EXERCISE DATA

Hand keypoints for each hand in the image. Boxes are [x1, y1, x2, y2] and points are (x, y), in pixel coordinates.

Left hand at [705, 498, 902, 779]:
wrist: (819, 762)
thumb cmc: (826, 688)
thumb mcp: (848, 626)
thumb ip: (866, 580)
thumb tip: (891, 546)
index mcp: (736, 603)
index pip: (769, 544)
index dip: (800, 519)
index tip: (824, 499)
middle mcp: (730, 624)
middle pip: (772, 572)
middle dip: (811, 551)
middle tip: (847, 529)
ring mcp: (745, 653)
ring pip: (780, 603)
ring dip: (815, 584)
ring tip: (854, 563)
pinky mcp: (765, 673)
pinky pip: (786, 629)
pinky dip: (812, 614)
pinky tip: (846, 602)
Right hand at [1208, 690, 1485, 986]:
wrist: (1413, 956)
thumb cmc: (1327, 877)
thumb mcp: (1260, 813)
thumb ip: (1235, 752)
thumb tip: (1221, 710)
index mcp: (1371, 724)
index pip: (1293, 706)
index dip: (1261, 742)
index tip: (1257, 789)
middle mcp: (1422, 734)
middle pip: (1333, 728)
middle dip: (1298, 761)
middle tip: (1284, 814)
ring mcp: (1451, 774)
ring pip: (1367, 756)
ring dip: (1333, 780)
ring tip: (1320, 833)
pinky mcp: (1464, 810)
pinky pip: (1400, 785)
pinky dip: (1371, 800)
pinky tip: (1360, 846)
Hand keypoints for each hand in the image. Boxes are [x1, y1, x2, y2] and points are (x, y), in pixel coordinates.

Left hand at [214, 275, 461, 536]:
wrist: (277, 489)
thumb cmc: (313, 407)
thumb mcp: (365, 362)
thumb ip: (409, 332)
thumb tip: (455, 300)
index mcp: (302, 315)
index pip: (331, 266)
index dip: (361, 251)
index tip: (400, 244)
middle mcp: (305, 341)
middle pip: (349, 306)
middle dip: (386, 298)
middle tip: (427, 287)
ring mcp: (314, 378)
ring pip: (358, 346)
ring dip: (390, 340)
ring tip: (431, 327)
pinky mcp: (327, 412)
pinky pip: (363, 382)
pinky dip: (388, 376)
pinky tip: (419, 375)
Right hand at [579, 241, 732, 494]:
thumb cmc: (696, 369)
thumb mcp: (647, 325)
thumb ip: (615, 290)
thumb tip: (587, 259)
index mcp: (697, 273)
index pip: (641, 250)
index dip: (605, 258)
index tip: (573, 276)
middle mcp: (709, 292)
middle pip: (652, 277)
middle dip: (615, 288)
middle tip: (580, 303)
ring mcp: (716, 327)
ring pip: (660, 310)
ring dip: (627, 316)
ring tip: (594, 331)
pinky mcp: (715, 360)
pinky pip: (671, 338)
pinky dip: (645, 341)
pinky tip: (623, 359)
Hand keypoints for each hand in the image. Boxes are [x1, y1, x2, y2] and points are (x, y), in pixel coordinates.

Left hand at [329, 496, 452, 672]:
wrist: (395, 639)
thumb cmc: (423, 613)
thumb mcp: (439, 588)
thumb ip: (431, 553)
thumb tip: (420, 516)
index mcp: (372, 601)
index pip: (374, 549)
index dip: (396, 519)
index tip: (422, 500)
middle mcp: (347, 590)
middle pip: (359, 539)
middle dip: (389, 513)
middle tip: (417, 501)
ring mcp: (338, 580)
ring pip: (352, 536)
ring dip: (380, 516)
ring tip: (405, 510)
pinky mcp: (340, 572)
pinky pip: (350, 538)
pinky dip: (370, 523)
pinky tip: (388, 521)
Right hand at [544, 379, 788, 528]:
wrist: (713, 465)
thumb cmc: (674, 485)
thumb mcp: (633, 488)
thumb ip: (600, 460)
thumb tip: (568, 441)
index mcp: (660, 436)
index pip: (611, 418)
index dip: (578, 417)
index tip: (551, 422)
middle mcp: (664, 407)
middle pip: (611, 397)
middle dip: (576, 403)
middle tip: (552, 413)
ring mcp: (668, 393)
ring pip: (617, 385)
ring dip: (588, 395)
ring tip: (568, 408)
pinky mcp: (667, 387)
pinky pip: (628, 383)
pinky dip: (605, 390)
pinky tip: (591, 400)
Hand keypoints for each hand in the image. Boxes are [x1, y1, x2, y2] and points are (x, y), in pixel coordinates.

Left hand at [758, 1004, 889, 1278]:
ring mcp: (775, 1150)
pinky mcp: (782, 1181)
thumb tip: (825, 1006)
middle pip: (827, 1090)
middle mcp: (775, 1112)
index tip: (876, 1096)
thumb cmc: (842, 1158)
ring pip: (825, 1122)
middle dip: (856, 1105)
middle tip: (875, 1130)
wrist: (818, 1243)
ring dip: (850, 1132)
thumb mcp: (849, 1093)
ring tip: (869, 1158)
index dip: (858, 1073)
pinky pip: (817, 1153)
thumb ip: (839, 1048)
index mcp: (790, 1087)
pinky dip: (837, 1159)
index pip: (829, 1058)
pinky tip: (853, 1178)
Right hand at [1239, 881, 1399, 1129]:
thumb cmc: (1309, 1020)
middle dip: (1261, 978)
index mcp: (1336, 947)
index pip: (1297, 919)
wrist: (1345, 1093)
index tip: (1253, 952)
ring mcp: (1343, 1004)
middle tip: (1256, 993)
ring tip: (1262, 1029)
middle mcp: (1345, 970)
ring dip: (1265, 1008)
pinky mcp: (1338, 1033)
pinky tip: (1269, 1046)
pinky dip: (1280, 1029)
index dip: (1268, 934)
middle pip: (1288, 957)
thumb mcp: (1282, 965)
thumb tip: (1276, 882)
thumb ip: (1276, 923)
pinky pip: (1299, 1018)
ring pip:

PROBLEM
Show every line from the entries above in which "wrist" appears.

RESULT OF THE EXERCISE
wrist: (819, 762)
wrist: (1413, 956)
wrist: (277, 489)
wrist: (395, 639)
wrist: (713, 465)
wrist: (818, 1243)
wrist: (1345, 1093)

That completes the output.